Acid reflux (also called “gastroesophageal reflux” or just “reflux”) is when the acid that is normally in the stomach backs up into the esophagus. The esophagus is the tube that carries food from the mouth to the stomach.
Healthy babies often have reflux, and spit up milk or formula after eating. This does not usually hurt them, and most babies grow out of it without treatment. But in some babies, the reflux is more serious. This is called “gastroesophageal reflux disease,” or GERD.
Is my baby at risk of getting GERD?
Some babies have a higher risk of getting GERD, including those who:
- Were born prematurely (3 or more weeks before the due date)
- Are around cigarette smoke
- Have certain health problems, such as Down syndrome, cerebral palsy, or other problems with the brain or spinal cord
How can I tell if my baby has acid reflux?
If your baby spits up a lot, but seems otherwise happy and healthy, he or she probably has what is called “uncomplicated” reflux. This is very common. Burping your baby often, and keeping him or her upright and calm after feeding, might help with the spitting up.
If your baby has GERD, the symptoms might include:
- Refusing to eat
- Crying and arching the back, as if in pain
- Choking on spit-up
- Vomiting forcefully
- Not gaining weight normally
Should my baby see a doctor or nurse?
If your baby spits up a lot and has any of the symptoms listed above, talk to his or her doctor or nurse. The doctor or nurse can do an exam, and might decide to do some tests to check whether your baby’s symptoms are caused by acid reflux or something else.
Uncomplicated reflux does not usually cause pain, and usually does not need treatment. If your baby cries a lot or is having trouble sleeping, his or her doctor or nurse can help decide if this is normal or caused by GERD or some other problem. All babies act fussy sometimes, and this does not necessarily mean anything is wrong.
Is there anything I can do to help my baby feel better?
Yes. If your baby’s acid reflux is making him or her uncomfortable, you can try:
- Keeping the baby upright after eating – Your baby might spit up less often if you calmly hold him or her up on your shoulder for 20 to 30 minutes after a feeding, instead of putting him or her in a sitting or lying position. Putting the baby in an infant seat (such as a car seat) right after feeding does not help with reflux, and can actually make it worse. Also, don’t try to get your baby to eat when he or she doesn’t want to.
Always put your baby to sleep on his or her back (not the side or stomach), whether or not he or she has acid reflux.
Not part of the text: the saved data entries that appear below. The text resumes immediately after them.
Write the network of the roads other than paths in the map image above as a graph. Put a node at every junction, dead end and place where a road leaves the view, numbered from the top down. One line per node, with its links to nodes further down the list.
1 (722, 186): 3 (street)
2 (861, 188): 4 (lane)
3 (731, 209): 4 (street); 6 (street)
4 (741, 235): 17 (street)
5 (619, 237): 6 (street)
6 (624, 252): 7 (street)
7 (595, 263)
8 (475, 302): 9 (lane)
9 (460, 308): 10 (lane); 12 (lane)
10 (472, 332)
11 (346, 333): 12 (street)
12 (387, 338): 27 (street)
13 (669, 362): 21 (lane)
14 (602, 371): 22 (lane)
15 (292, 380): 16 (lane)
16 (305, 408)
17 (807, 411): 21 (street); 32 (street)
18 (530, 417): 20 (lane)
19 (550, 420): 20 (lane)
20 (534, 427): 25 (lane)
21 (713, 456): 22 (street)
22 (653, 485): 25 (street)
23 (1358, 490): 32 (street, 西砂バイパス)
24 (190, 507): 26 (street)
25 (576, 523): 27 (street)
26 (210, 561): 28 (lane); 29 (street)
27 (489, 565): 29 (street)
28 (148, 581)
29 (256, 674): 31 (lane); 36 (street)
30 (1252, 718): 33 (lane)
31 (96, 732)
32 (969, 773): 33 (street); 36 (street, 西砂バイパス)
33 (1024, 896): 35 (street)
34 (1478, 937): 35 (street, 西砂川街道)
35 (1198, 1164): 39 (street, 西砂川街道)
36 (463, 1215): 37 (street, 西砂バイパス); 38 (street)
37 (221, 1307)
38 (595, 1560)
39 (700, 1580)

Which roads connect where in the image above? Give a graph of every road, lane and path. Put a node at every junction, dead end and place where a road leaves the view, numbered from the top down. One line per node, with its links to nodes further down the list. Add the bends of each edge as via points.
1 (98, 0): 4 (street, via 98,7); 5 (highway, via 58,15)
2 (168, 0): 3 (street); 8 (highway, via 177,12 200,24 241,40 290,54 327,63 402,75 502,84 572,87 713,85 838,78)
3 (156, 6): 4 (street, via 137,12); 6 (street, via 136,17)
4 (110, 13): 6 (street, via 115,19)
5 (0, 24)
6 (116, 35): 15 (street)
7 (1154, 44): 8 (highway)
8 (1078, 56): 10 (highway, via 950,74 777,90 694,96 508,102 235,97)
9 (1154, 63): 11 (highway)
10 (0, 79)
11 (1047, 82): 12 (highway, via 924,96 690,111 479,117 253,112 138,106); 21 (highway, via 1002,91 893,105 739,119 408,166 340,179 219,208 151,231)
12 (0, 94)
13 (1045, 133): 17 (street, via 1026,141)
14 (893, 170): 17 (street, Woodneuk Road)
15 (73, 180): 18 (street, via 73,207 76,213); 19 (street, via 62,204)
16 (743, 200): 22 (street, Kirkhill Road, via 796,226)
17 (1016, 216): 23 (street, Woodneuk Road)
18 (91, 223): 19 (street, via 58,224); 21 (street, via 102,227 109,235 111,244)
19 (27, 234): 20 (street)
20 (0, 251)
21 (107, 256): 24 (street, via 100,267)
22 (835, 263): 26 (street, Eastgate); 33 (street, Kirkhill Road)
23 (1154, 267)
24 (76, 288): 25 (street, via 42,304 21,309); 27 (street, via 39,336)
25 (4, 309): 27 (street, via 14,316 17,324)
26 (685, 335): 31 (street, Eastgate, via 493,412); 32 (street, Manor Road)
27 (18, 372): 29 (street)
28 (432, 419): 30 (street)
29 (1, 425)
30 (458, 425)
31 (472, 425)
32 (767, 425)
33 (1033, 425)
- A milk-free and soy-free diet – Some babies have trouble digesting cow’s milk or products made with soy. Your baby’s doctor or nurse might suggest that you try removing milk and soy from the baby’s diet. If you breastfeed your baby, you can try removing all milk and soy from your diet, too. Then see if your baby’s acid reflux improves after a few weeks. If your baby drinks formula, there are special brands available that do not contain cow’s milk or soy. Most babies who have trouble with milk or soy outgrow the problem by the time they are 1 year old.
- Thickened feeds – Adding baby cereal to your baby’s bottle to make the milk thicker might help with acid reflux. Oat cereal is often a good choice. There are special thick formulas available, too. There are also special thickeners meant to be added to milk or formula. Talk to your baby’s doctor or nurse about whether to try thickened feeds with your baby.
How is acid reflux treated?
Most babies with acid reflux do not need medicine. Plus, medicines do not always make the reflux better. But if you have tried the ideas above, and your baby is still having trouble with reflux, your baby’s doctor or nurse might suggest trying medicine. There are lots of medicines available for adults with acid reflux, but not all of them can be used safely in babies.
If your baby’s reflux is serious, his or her doctor might recommend:
- Proton pump inhibitors – These medicines stop the stomach from making acid. Doctors sometimes recommend omeprazole esomeprasole for babies. But they usually stop the medicine if it does not help within a few weeks.
Talk to your baby’s doctor or nurse before you give your baby any medicines for acid reflux.